The results show that superannuation products need to be assessed individually to see whether they are achieving their investment objectives for members, as performance cannot be assumed relative to their level of risk.

In comparing the risk-adjusted returns of MySuper products, Rainmaker has developed the Combined Risk Adjusted Rank, assessing the performance of products alongside three measures of volatility.

Media Super, Hostplus, Cbus, Sunsuper and Club Plus' MySuper products were the top ranked according to their Combined Risk Adjusted Rank.

Rank Highest three-year return p.a. Lowest standard deviation2 Fewest negative returns Combined Risk Adjustment Rank

1

Hostplus EISS Super Club Plus Media Super

2

Media Super ESSSuper CareSuper Hostplus

3

AustralianSuper Maritime Super HESTA Cbus

4

Sunsuper3 Super SA Select Hostplus Sunsuper3

5

Club Plus PSSap Alcoa Super Club Plus

By assessing returns and performance against one another, Rainmaker discovered that the best returning MySuper products beat the lowest performing products by 70%1 and the volatility  differed by 80%2. Top performing funds are routinely delivering almost twice the returns of the lowest performing funds.

However, when comparing the returns of MySuper products when a monthly return fell below zero, the volatility tripled.

Looking at these results, Alex Dunnin, executive director of research at Rainmaker Information stated: "While returns are given the most attention, risk and volatility measures are important to consider as funds are not just aiming to achieve the greatest performance, they are aiming to protect the capital of their members by achieving consistent returns."

Over the same three year period it was found that the number of negative monthly returns varied from six to 14.

These figures illustrate that while super funds can have a negative return in a monthly period, there are funds that are able to mitigate risk and either reduce the negative impact in a given month or just avoid negative returns altogether.

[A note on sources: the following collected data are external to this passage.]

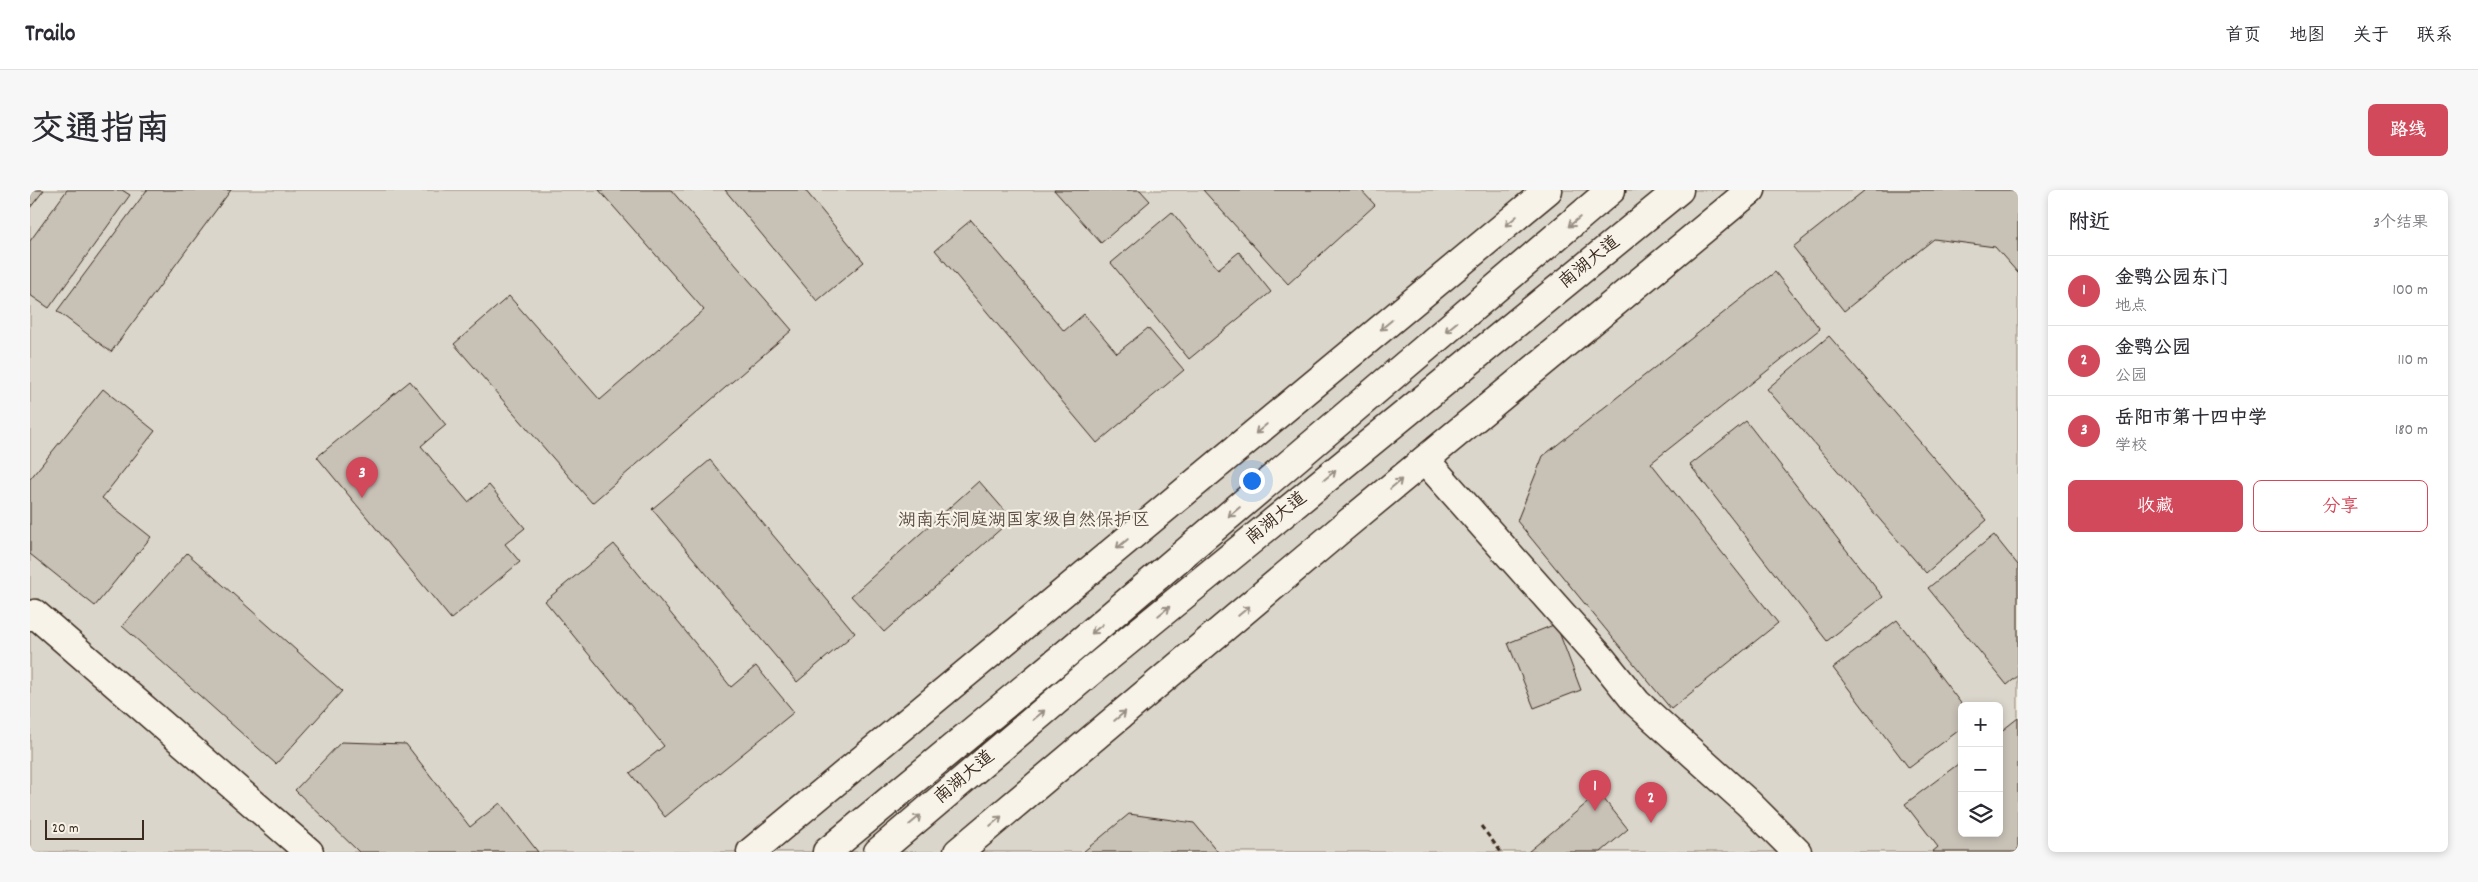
<!DOCTYPE html>
<html lang="zh">
<meta charset="utf-8">
<style>
body{margin:0;font-family:Dekko,"LXGW WenKai TC",sans-serif;background:#f7f7f7;color:#2b2b33}
.controls{position:absolute;right:15px;bottom:15px;display:grid;overflow:hidden;border-radius:8px;box-shadow:0 2px 8px #0003}
.controls button{width:45px;height:45px;display:grid;place-items:center;padding:0;border:0;border-bottom:1px solid #e1e1e2;background:#fff;color:#2b2b33;font:25px sans-serif}
.scale{position:absolute;left:15px;bottom:12px;width:99px;box-sizing:border-box;padding-left:5px;border:2px solid #3b2a1e;border-top:0;font-size:14px;line-height:18px;white-space:nowrap;color:#3b2a1e;-webkit-text-stroke:4px #f7f3e8;paint-order:stroke}
.you{position:absolute;left:1221px;top:290px;width:18px;height:18px;margin:-12px;border:4px solid #fff;border-radius:50%;background:#1a73e8;box-shadow:0 0 0 8px #1a73e833}
.badge{display:grid;place-items:center;width:32px;height:32px;border-radius:50%;background:#d1495b;color:#fff;font-size:16px;font-weight:700}
.pin{position:absolute;translate:-50% -41px;filter:drop-shadow(0 1px 2px #0008)}
.pin::after{content:'';position:absolute;top:26px;width:18px;height:15px;background:inherit;clip-path:polygon(0 0,100% 0,50% 100%)}
.list{margin:0;padding:0;list-style:none}
h2{display:flex;justify-content:space-between;align-items:center;height:65px;margin:0;padding:0 20px;font-size:21px}
h2 small{font-size:16px;font-weight:400;color:#7c7c81}
.list li{display:grid;grid-template-columns:32px 1fr auto;gap:15px;align-items:center;box-sizing:border-box;height:70px;padding:0 20px;border-top:1px solid #e1e1e2}
.list b{display:block;font-size:19px;white-space:nowrap}
.list p{margin:0;font-size:16px;white-space:nowrap;color:#7c7c81}
.list em{font-size:16px;font-style:normal;color:#7c7c81}
.actions{display:flex;gap:10px;padding:15px 20px}
.actions a{flex:1;padding:11px 0;border:1px solid #d1495b;border-radius:8px;text-align:center;font-size:18px;color:#d1495b}
.actions .main{background:#d1495b;color:#fff}
.icon{flex:none;width:28px;height:28px;fill:none;stroke:currentColor;stroke-width:2;stroke-linecap:round;stroke-linejoin:round}
.map{position:relative;flex:none;width:1988px;height:662px;overflow:hidden;border-radius:8px}
header{display:flex;align-items:center;gap:30px;box-sizing:border-box;height:70px;padding:0 25px;background:#fff;border-bottom:1px solid #e1e1e2}
header strong{font-size:24px}
nav{display:flex;gap:28px;margin-inline-start:auto;font-size:18px}
.intro{display:flex;align-items:center;justify-content:space-between;box-sizing:border-box;height:120px;padding:0 30px}
h1{margin:0;font-size:35px}
.button{padding:12px 22px;border-radius:8px;background:#d1495b;color:#fff;font-size:18px;font-weight:700}
main{display:flex;gap:30px;padding:0 30px}
aside{flex:1;background:#fff;border-radius:8px;box-shadow:0 2px 8px #0003}
.map>svg:first-child{display:block}
.green{fill:#dbd6cb;stroke:#8b8074;fill-rule:evenodd}
.building{fill:#c8c1b6;stroke:#3b2a1e}
.lines{fill:none;stroke-linecap:round;stroke-linejoin:round}
.street-casing{stroke:#3b2a1e;stroke-width:31}
.secondary-casing{stroke:#3b2a1e;stroke-width:31}
.primary-casing{stroke:#3b2a1e;stroke-width:31}
.path{stroke:#3b2a1e;stroke-width:3;stroke-dasharray:5 4;stroke-linecap:butt}
.street{stroke:#f7f3e8;stroke-width:28}
.secondary{stroke:#f7f3e8;stroke-width:28}
.primary{stroke:#f7f3e8;stroke-width:28}
.oneway{stroke:#998e83}
.labels{text-anchor:middle;dominant-baseline:central;stroke-width:4.5;stroke-linejoin:round;paint-order:stroke}
.street-label{font-size:18px;fill:#3b2a1e;stroke:#f7f3e8}
.park-label{font-size:18px;fill:#5b4c41;stroke:#f7f3e8}
</style>
<header>
<strong>Trailo</strong>
<nav><a>首页</a><a>地图</a><a>关于</a><a>联系</a></nav>
</header>
<div class="intro"><h1>交通指南</h1><a class="button">路线</a></div>
<main>
<div class="map">
<svg width="1988" height="662" viewBox="0 0 1988 662">
<rect width="100%" height="100%" fill="#f7f3e8"/>
<filter id="ink" filterUnits="userSpaceOnUse"><feTurbulence type="fractalNoise" baseFrequency=".02" numOctaves="2"/><feDisplacementMap in="SourceGraphic" scale="10" xChannelSelector="R" yChannelSelector="G"/><feConvolveMatrix kernelMatrix="1 2 1 2 8 2 1 2 1" color-interpolation-filters="sRGB"/></filter>
<g filter="url(#ink)">
<path class="green" d="M0 0H1988V662H0ZM1932 516H1969V643H1932Z"/>
<g class="building">
<polygon points="0,0 14,0 0,18"/>
<polygon points="37,0 92,0 100,5 19,118 0,105 0,51"/>
<polygon points="117,0 201,0 81,162 27,121"/>
<polygon points="569,0 641,0 762,140 562,313 424,154 479,106 570,210 674,120"/>
<polygon points="695,0 775,0 834,72 787,111"/>
<polygon points="1024,0 1110,0 1120,11 1071,53"/>
<polygon points="1173,0 1331,0 1345,15 1258,94"/>
<polygon points="1835,0 1988,0 1988,83 1965,57 1904,49 1814,121 1763,57"/>
<polygon points="1142,22 1188,79 1209,62 1241,102 1159,169 1081,73"/>
<polygon points="941,30 1034,141 1054,124 1087,163 1118,138 1154,180 1067,253 905,60"/>
<polygon points="1745,82 1790,139 1621,273 1748,433 1641,519 1487,331 1513,266"/>
<polygon points="1799,146 1957,330 1896,383 1737,199"/>
<polygon points="380,191 416,235 391,256 438,312 459,295 495,338 475,354 490,372 421,429 287,267"/>
<polygon points="73,199 125,241 72,308 121,347 65,416 0,364 0,289"/>
<polygon points="1716,231 1853,407 1797,451 1660,275"/>
<polygon points="680,270 825,443 767,492 622,319"/>
<polygon points="949,291 982,329 854,442 821,406"/>
<polygon points="1964,345 1988,375 1988,486 1977,495 1898,398"/>
<polygon points="584,354 701,497 726,476 764,522 635,627 600,583 634,556 515,411"/>
<polygon points="157,363 312,501 246,574 92,436"/>
<polygon points="1867,430 1933,516 1932,538 1879,578 1803,478"/>
<polygon points="1526,434 1551,500 1504,518 1478,453"/>
<polygon points="1988,528 1988,662 1902,662 1908,657 1875,614 1932,571 1932,643 1969,643 1969,543"/>
<polygon points="311,552 376,554 440,637 470,613 508,662 329,662 265,600"/>
<polygon points="1569,603 1598,639 1571,662 1498,662"/>
<polygon points="1099,624 1164,633 1188,662 1053,662"/>
</g>
<g class="lines">
<defs>
<g id="street">
<polyline points="1395,270 1571,468 1607,513 1718,613 1767,662"/>
<polyline points="0,426 5,424 279,662"/>
</g>
<g id="secondary">
<polyline points="721,662 1518,0"/>
<polyline points="928,662 1311,339 1721,0"/>
</g>
<g id="primary">
<polyline points="797,662 1042,459 1581,0"/>
<polyline points="848,662 1066,477 1649,0"/>
</g>
</defs>
<use href="#street" class="street-casing"/>
<use href="#secondary" class="secondary-casing"/>
<use href="#primary" class="primary-casing"/>
<polyline class="path" points="1451,636 1471,662"/>
<use href="#street" class="street"/>
<use href="#secondary" class="secondary"/>
<use href="#primary" class="primary"/>
</g>
<defs><path id="oneway-shaft" d="M-6 0H5M1.5-3L5.5 0L1.5 3" fill="none" stroke-width="1.6" stroke-linecap="round" stroke-linejoin="round" transform="scale(1.25)"/></defs>
<g class="oneway">
<use href="#oneway-shaft" transform="translate(1481 31) rotate(140)"/>
<use href="#oneway-shaft" transform="translate(1544 32) rotate(140)"/>
<use href="#oneway-shaft" transform="translate(1356 135) rotate(140)"/>
<use href="#oneway-shaft" transform="translate(1421 137) rotate(140)"/>
<use href="#oneway-shaft" transform="translate(1231 239) rotate(140)"/>
<use href="#oneway-shaft" transform="translate(1300 285) rotate(-39)"/>
<use href="#oneway-shaft" transform="translate(1366 294) rotate(-40)"/>
<use href="#oneway-shaft" transform="translate(1204 322) rotate(140)"/>
<use href="#oneway-shaft" transform="translate(1092 354) rotate(140)"/>
<use href="#oneway-shaft" transform="translate(1134 421) rotate(-39)"/>
<use href="#oneway-shaft" transform="translate(1214 421) rotate(-40)"/>
<use href="#oneway-shaft" transform="translate(1067 439) rotate(140)"/>
<use href="#oneway-shaft" transform="translate(1009 525) rotate(-40)"/>
<use href="#oneway-shaft" transform="translate(1090 526) rotate(-40)"/>
<use href="#oneway-shaft" transform="translate(885 630) rotate(-40)"/>
<use href="#oneway-shaft" transform="translate(966 631) rotate(-40)"/>
</g>
</g>
<g class="labels">
<g class="street-label">
<text transform="translate(1560 73) rotate(-39)">南湖大道</text>
<text transform="translate(1247 329) rotate(-39)">南湖大道</text>
<text transform="translate(935 588) rotate(-40)">南湖大道</text>
</g>
<g class="park-label">
<text x="994" y="331">湖南东洞庭湖国家级自然保护区</text>
</g>
</g>
</svg>
<div class="controls">
<button>+</button>
<button>−</button>
<button><svg class="icon" aria-label="layers" viewBox="0 0 24 24"><path d="M12 4l9 5-9 5-9-5zM3 14l9 5 9-5"/></svg></button>
</div>
<div class="scale">20 m</div>
<div class="you"></div>
<div class="pin badge" style="left:1565px;top:621px">1</div>
<div class="pin badge" style="left:1621px;top:633px">2</div>
<div class="pin badge" style="left:332px;top:308px">3</div>
</div>
<aside>
<h2>附近<small>3个结果</small></h2>
<ul class="list">
<li><span class="badge">1</span><div><b>金鹗公园东门</b><p>地点</p></div><em>100 m</em></li>
<li><span class="badge">2</span><div><b>金鹗公园</b><p>公园</p></div><em>110 m</em></li>
<li><span class="badge">3</span><div><b>岳阳市第十四中学</b><p>学校</p></div><em>180 m</em></li>
</ul>
<div class="actions"><a class="main">收藏</a><a>分享</a></div>
</aside>
</main>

Growth asset weighting is traditionally used as a measure of risk in a fund to highlight what percentage of the underlying investments are held in riskier asset classes, but given no correlation can be found between performance and growth asset weighting, Rainmaker believes it is time to develop a new conversation around risk-adjusted returns.

"Some funds are deliberately conservative because they have a lot of older members in their fund and they are more focused on downside protection, minimising volatility and capital protection," Dunnin said.

"We can now check to see if funds are achieving what they say they have set out to do using this analysis of performance and risk.

"Super funds need to be accurately communicating their strengths (relative to the market) to members and the RMetrics MySuper report will allow them to see where their performance and risk is actually placed."

1 - Performance compared over the three years to 31 March 2019

2 - Standard deviation is the most commonly used measure of volatility. It describes how much the monthly returns for each MySuper option vary around the average monthly return.

3 - While these are life cycle options, they operate as de facto single strategy options until members approach retirement.